Question: Is a (nondegenerate) bialgebra pairing of Hopf algebras necessarily Hopf? (Does it depend on whether the pairing is nondegenerate?)
My intuition is that regardless of the nondegeneracy, the answer is "Yes": my motivation is that a bialgebra homomorphism between Hopf algebras automatically respects the antipode. But we were unable to make this into a proof in the infinite-dimensional case.

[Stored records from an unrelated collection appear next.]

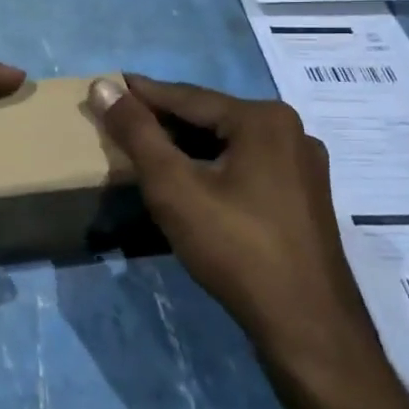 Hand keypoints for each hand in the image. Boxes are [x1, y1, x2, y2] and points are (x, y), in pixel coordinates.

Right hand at [87, 75, 389, 383]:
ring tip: (150, 151)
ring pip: (231, 145)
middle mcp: (291, 131)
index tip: (108, 85)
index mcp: (263, 118)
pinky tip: (194, 183)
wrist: (305, 323)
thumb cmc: (234, 246)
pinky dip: (215, 168)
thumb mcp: (173, 186)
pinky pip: (249, 168)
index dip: (142, 94)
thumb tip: (102, 85)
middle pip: (212, 118)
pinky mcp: (305, 198)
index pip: (187, 97)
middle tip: (123, 122)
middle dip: (166, 121)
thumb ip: (137, 133)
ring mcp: (304, 167)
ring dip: (189, 147) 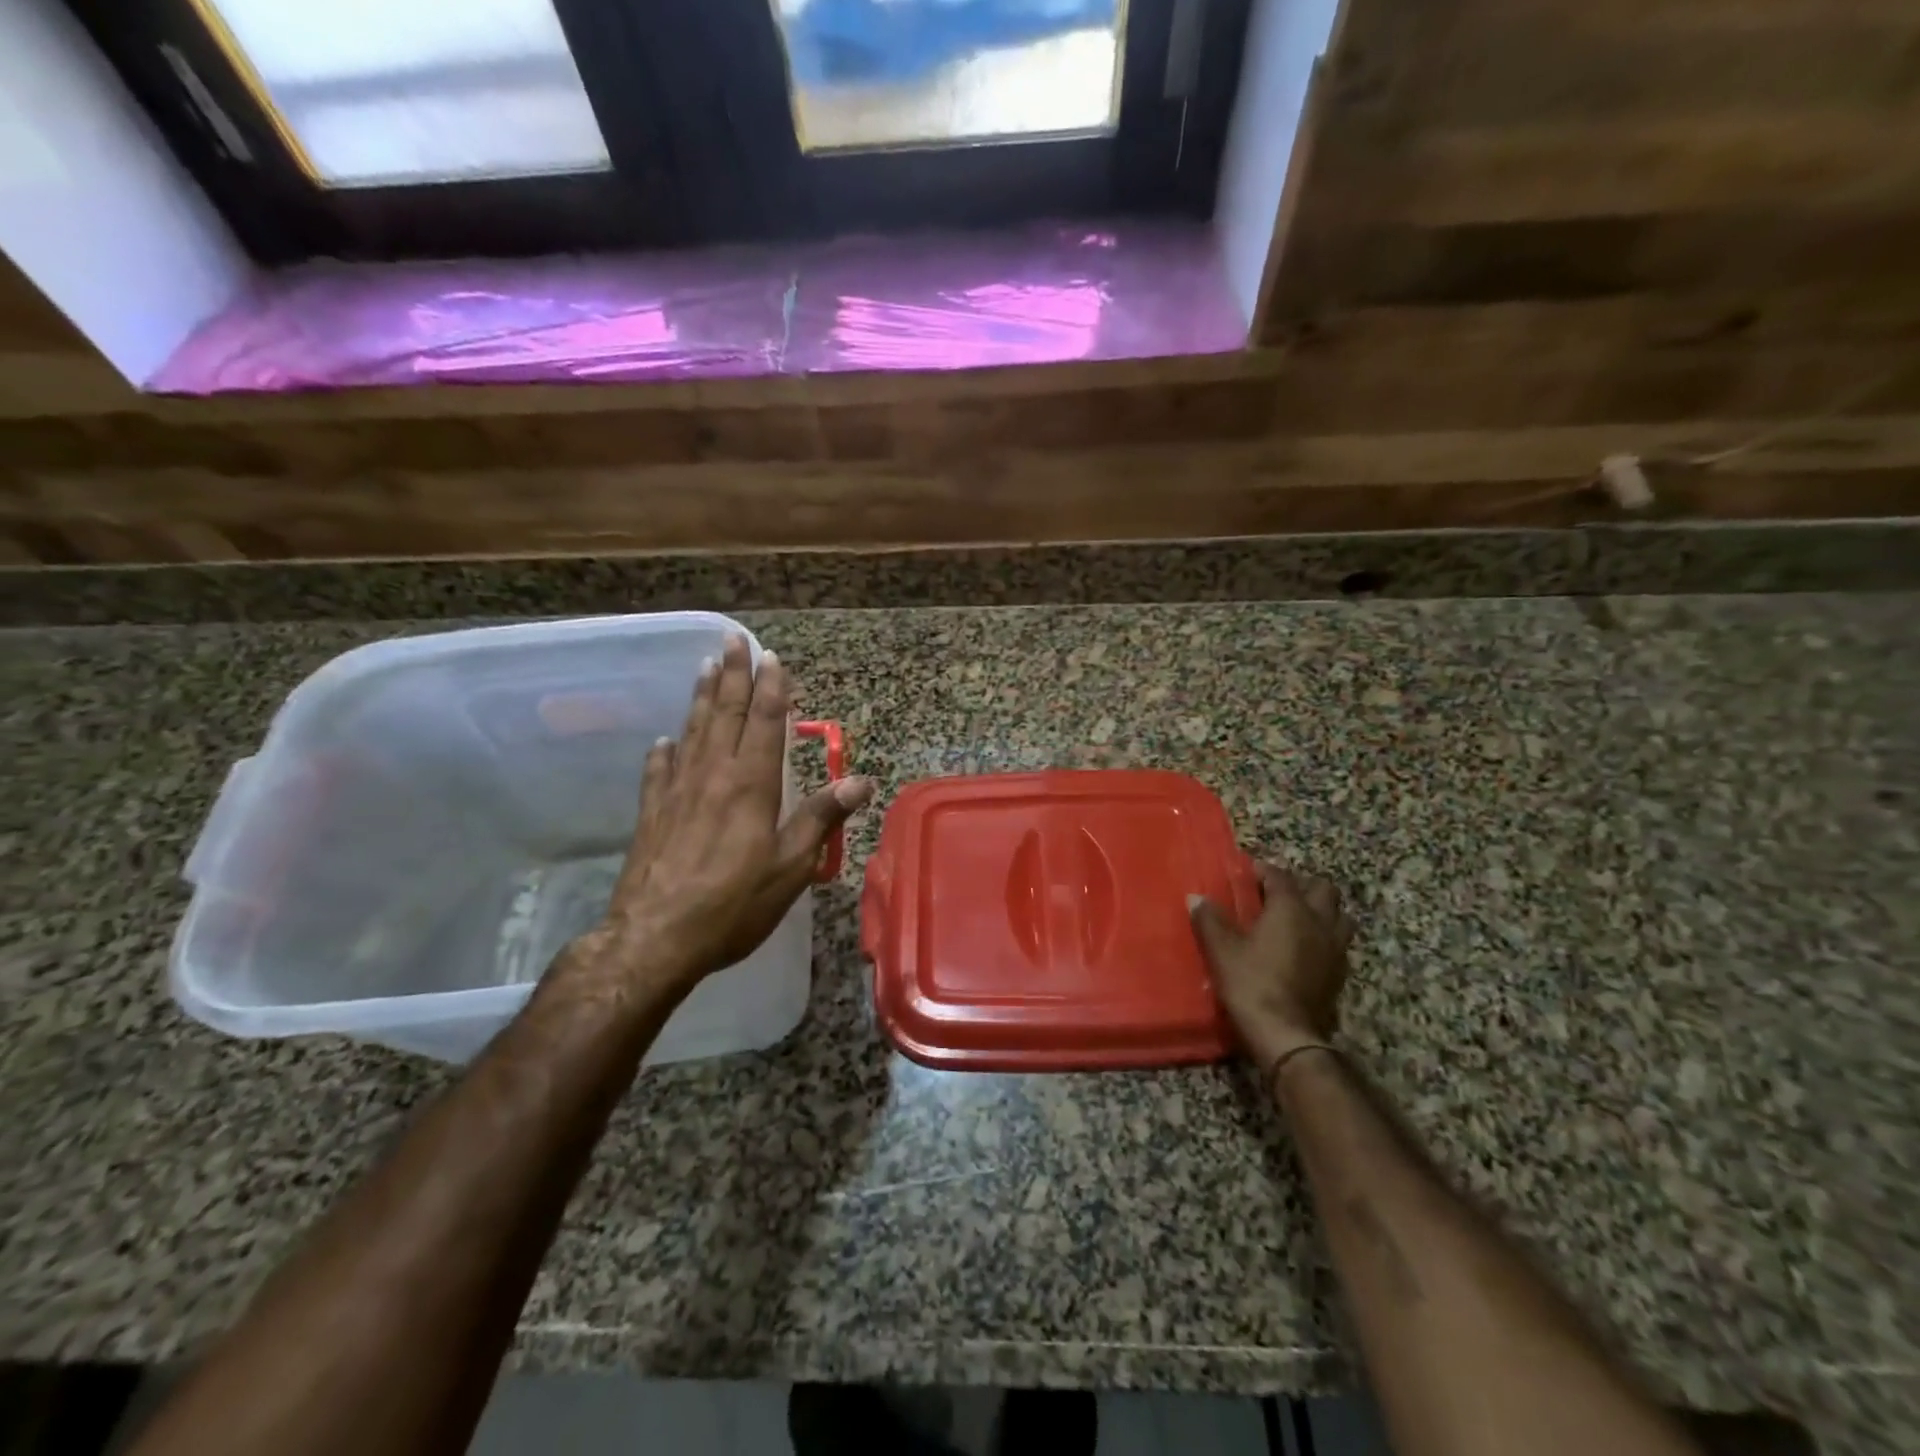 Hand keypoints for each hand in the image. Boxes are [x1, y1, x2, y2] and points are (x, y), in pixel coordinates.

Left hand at [569, 634, 875, 994]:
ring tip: (705, 667)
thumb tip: (860, 781)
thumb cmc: (733, 904)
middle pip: (726, 715)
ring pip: (693, 731)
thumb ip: (821, 818)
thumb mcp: (790, 866)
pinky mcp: (652, 814)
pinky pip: (659, 770)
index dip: (771, 689)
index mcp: (751, 785)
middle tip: (733, 640)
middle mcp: (713, 776)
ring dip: (702, 697)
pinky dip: (665, 750)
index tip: (772, 657)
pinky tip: (665, 739)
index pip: (765, 724)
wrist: (655, 938)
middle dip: (734, 676)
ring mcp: (677, 792)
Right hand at [1190, 861, 1355, 1074]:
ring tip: (1296, 918)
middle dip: (1301, 885)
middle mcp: (1319, 921)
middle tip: (1276, 894)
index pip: (1280, 876)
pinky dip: (1323, 936)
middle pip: (1323, 889)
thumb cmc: (1251, 982)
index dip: (1263, 870)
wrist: (1286, 1034)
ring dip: (1321, 910)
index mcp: (1291, 909)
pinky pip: (1337, 942)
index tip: (1246, 871)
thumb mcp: (1221, 949)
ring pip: (1339, 915)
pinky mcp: (1339, 973)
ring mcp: (1335, 948)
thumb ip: (1209, 920)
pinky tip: (1304, 948)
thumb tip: (1197, 898)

Edit: If $\langle,\rangle: X\otimes Y \to \mathbb F$ is nondegenerate, then it is true that as soon as it satisfies $\langle x,y_1y_2 \rangle = \langle \Delta x,y_1\otimes y_2\rangle$ and $\langle x_1x_2,y\rangle = \langle x_1\otimes x_2,\Delta y\rangle$, so that the induced maps $X \to Y^*$ and $Y \to X^*$ are (possibly non-unital) algebra homomorphisms, then it also satisfies $\langle 1,- \rangle = \epsilon_Y$ and $\langle -,1\rangle = \epsilon_X$, so that the algebra homomorphism are actually unital. But I think that this does require that the pairing be nondegenerate. At least, I don't see how to prove it without the nondegeneracy assumption. So probably the nondegeneracy is required for the statement about antipodes as well.
Best Answer
Theo,
I think one can argue like this in the case of a non-degenerate pairing. I didn't check everything here carefully, so don't believe it unless you confirm it yourself.
One has from the pairing an inclusion of $i:X\hookrightarrow Y^*$. One has two maps on $i(X)$, $S_X$, and $S_Y^*|_{i(X)}$. Both of these satisfy the axioms of an antipode on $i(X)$ (which we can check by pairing with elements of $Y$), so they must agree, as desired, since being a Hopf algebra is a property, not a structure.
I'll think about the degenerate situation. My guess is that it's not true, but I don't know.